Copy the entries below exactly; any picture among them should be left out.

(Collected data)
================================

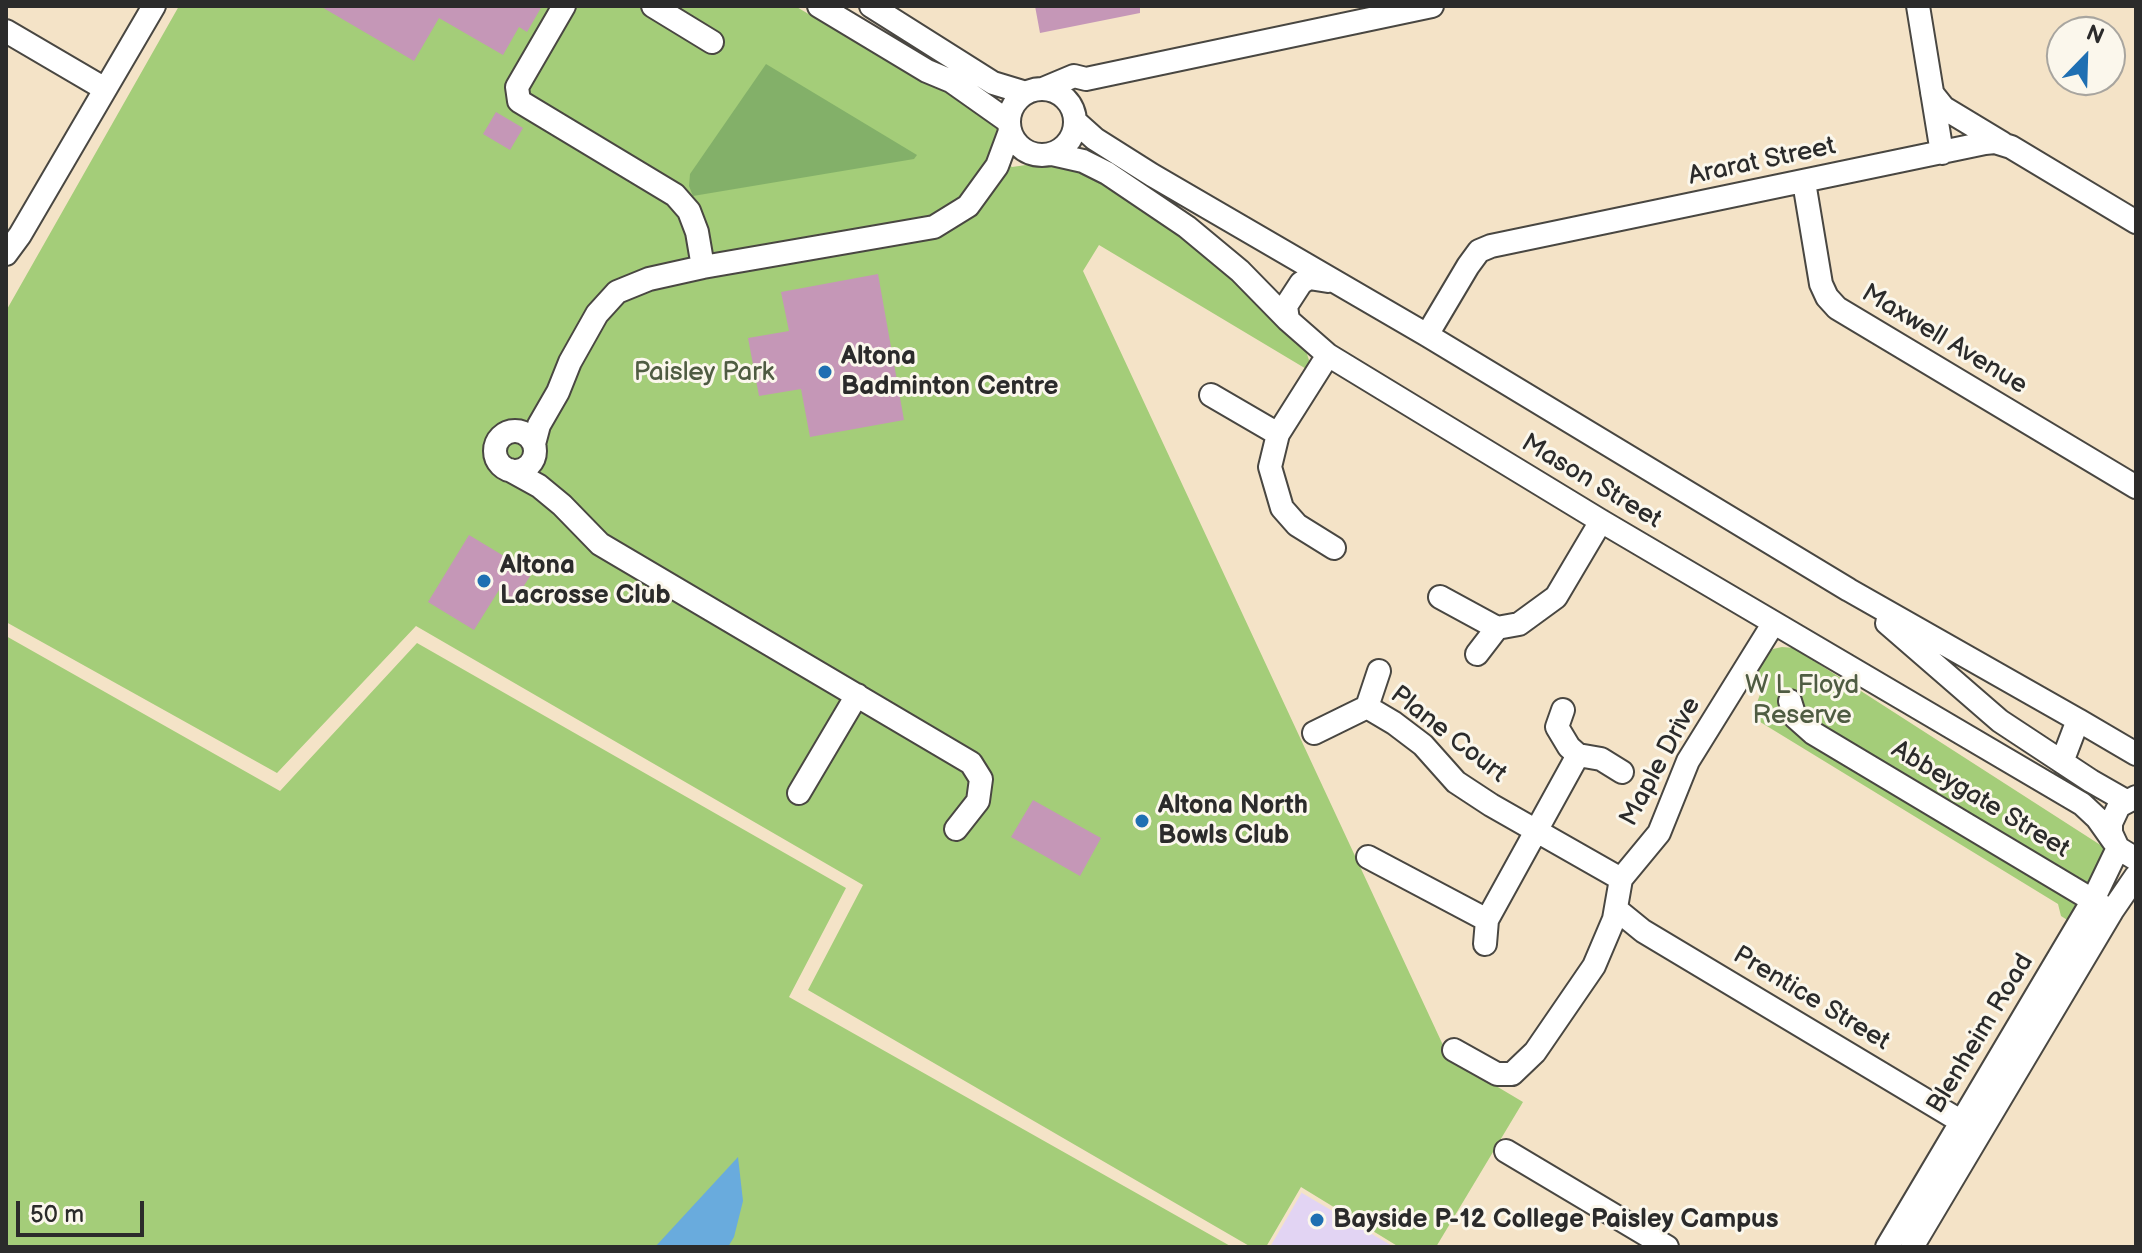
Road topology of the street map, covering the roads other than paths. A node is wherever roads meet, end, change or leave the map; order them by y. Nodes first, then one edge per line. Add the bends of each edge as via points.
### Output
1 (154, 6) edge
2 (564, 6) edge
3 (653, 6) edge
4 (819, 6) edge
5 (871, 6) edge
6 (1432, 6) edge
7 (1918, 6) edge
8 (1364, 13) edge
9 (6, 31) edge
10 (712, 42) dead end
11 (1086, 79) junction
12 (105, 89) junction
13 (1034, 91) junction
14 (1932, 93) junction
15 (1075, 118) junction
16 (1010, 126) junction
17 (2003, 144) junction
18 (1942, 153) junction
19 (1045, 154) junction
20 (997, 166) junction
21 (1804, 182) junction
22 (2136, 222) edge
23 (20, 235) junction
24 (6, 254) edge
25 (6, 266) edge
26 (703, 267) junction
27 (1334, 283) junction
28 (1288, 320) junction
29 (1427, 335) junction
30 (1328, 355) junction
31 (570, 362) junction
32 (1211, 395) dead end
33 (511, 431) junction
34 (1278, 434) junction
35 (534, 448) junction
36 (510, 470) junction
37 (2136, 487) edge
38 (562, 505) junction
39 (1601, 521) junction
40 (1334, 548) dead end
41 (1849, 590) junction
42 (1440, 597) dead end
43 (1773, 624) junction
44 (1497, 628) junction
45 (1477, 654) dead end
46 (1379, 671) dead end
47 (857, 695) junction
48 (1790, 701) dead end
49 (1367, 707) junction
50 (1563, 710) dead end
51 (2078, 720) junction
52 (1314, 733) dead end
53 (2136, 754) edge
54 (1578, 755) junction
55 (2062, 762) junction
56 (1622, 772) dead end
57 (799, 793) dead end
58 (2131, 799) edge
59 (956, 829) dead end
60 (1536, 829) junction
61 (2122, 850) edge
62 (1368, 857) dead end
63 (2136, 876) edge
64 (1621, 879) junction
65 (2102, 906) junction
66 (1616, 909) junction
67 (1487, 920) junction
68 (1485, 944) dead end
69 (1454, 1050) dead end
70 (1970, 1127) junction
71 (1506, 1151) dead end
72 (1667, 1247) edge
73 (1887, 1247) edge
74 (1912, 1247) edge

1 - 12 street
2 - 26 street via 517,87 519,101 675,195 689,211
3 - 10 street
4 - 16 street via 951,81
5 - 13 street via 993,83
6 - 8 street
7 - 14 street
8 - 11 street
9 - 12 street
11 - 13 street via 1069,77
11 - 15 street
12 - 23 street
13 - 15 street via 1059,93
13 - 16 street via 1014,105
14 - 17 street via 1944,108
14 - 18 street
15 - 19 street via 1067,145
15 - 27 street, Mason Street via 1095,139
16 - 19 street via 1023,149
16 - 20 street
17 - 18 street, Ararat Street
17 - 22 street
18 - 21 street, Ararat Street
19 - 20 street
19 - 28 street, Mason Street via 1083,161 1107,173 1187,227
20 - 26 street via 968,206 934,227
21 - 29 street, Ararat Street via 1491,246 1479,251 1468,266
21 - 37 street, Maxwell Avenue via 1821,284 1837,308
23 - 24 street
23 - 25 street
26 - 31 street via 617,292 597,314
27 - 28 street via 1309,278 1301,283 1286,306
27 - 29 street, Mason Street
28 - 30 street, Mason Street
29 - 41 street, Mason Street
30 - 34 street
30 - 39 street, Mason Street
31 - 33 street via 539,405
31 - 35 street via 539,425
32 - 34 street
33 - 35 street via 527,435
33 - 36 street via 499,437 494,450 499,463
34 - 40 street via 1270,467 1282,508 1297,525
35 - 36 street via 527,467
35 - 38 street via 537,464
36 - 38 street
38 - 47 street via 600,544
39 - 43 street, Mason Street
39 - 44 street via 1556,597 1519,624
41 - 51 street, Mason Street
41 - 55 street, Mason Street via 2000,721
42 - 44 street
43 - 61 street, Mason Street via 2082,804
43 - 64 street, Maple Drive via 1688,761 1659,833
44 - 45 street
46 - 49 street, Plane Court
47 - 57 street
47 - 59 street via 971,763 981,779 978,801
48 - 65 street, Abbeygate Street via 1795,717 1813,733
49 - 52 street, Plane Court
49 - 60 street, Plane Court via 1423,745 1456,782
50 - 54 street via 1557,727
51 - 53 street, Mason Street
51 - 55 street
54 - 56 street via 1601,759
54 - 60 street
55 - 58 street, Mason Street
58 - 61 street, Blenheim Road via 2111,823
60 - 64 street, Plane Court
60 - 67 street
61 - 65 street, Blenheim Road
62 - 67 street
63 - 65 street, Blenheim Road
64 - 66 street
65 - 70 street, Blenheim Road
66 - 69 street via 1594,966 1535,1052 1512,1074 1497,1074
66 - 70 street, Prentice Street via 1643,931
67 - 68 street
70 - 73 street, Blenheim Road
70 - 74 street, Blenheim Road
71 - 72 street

================================

◆ WRITTEN SOLUTION ◆
Road topology of the street map, covering the roads other than paths. A node is wherever roads meet, end, change or leave the map; order them by y. Nodes first, then one edge per line. Add the bends of each edge as via points.
### Output
1 (154, 6) edge
2 (564, 6) edge
3 (653, 6) edge
4 (819, 6) edge
5 (871, 6) edge
6 (1432, 6) edge
7 (1918, 6) edge
8 (1364, 13) edge
9 (6, 31) edge
10 (712, 42) dead end
11 (1086, 79) junction
12 (105, 89) junction
13 (1034, 91) junction
14 (1932, 93) junction
15 (1075, 118) junction
16 (1010, 126) junction
17 (2003, 144) junction
18 (1942, 153) junction
19 (1045, 154) junction
20 (997, 166) junction
21 (1804, 182) junction
22 (2136, 222) edge
23 (20, 235) junction
24 (6, 254) edge
25 (6, 266) edge
26 (703, 267) junction
27 (1334, 283) junction
28 (1288, 320) junction
29 (1427, 335) junction
30 (1328, 355) junction
31 (570, 362) junction
32 (1211, 395) dead end
33 (511, 431) junction
34 (1278, 434) junction
35 (534, 448) junction
36 (510, 470) junction
37 (2136, 487) edge
38 (562, 505) junction
39 (1601, 521) junction
40 (1334, 548) dead end
41 (1849, 590) junction
42 (1440, 597) dead end
43 (1773, 624) junction
44 (1497, 628) junction
45 (1477, 654) dead end
46 (1379, 671) dead end
47 (857, 695) junction
48 (1790, 701) dead end
49 (1367, 707) junction
50 (1563, 710) dead end
51 (2078, 720) junction
52 (1314, 733) dead end
53 (2136, 754) edge
54 (1578, 755) junction
55 (2062, 762) junction
56 (1622, 772) dead end
57 (799, 793) dead end
58 (2131, 799) edge
59 (956, 829) dead end
60 (1536, 829) junction
61 (2122, 850) edge
62 (1368, 857) dead end
63 (2136, 876) edge
64 (1621, 879) junction
65 (2102, 906) junction
66 (1616, 909) junction
67 (1487, 920) junction
68 (1485, 944) dead end
69 (1454, 1050) dead end
70 (1970, 1127) junction
71 (1506, 1151) dead end
72 (1667, 1247) edge
73 (1887, 1247) edge
74 (1912, 1247) edge

1 - 12 street
2 - 26 street via 517,87 519,101 675,195 689,211
3 - 10 street
4 - 16 street via 951,81
5 - 13 street via 993,83
6 - 8 street
7 - 14 street
8 - 11 street
9 - 12 street
11 - 13 street via 1069,77
11 - 15 street
12 - 23 street
13 - 15 street via 1059,93
13 - 16 street via 1014,105
14 - 17 street via 1944,108
14 - 18 street
15 - 19 street via 1067,145
15 - 27 street, Mason Street via 1095,139
16 - 19 street via 1023,149
16 - 20 street
17 - 18 street, Ararat Street
17 - 22 street
18 - 21 street, Ararat Street
19 - 20 street
19 - 28 street, Mason Street via 1083,161 1107,173 1187,227
20 - 26 street via 968,206 934,227
21 - 29 street, Ararat Street via 1491,246 1479,251 1468,266
21 - 37 street, Maxwell Avenue via 1821,284 1837,308
23 - 24 street
23 - 25 street
26 - 31 street via 617,292 597,314
27 - 28 street via 1309,278 1301,283 1286,306
27 - 29 street, Mason Street
28 - 30 street, Mason Street
29 - 41 street, Mason Street
30 - 34 street
30 - 39 street, Mason Street
31 - 33 street via 539,405
31 - 35 street via 539,425
32 - 34 street
33 - 35 street via 527,435
33 - 36 street via 499,437 494,450 499,463
34 - 40 street via 1270,467 1282,508 1297,525
35 - 36 street via 527,467
35 - 38 street via 537,464
36 - 38 street
38 - 47 street via 600,544
39 - 43 street, Mason Street
39 - 44 street via 1556,597 1519,624
41 - 51 street, Mason Street
41 - 55 street, Mason Street via 2000,721
42 - 44 street
43 - 61 street, Mason Street via 2082,804
43 - 64 street, Maple Drive via 1688,761 1659,833
44 - 45 street
46 - 49 street, Plane Court
47 - 57 street
47 - 59 street via 971,763 981,779 978,801
48 - 65 street, Abbeygate Street via 1795,717 1813,733
49 - 52 street, Plane Court
49 - 60 street, Plane Court via 1423,745 1456,782
50 - 54 street via 1557,727
51 - 53 street, Mason Street
51 - 55 street
54 - 56 street via 1601,759
54 - 60 street
55 - 58 street, Mason Street
58 - 61 street, Blenheim Road via 2111,823
60 - 64 street, Plane Court
60 - 67 street
61 - 65 street, Blenheim Road
62 - 67 street
63 - 65 street, Blenheim Road
64 - 66 street
65 - 70 street, Blenheim Road
66 - 69 street via 1594,966 1535,1052 1512,1074 1497,1074
66 - 70 street, Prentice Street via 1643,931
67 - 68 street
70 - 73 street, Blenheim Road
70 - 74 street, Blenheim Road
71 - 72 street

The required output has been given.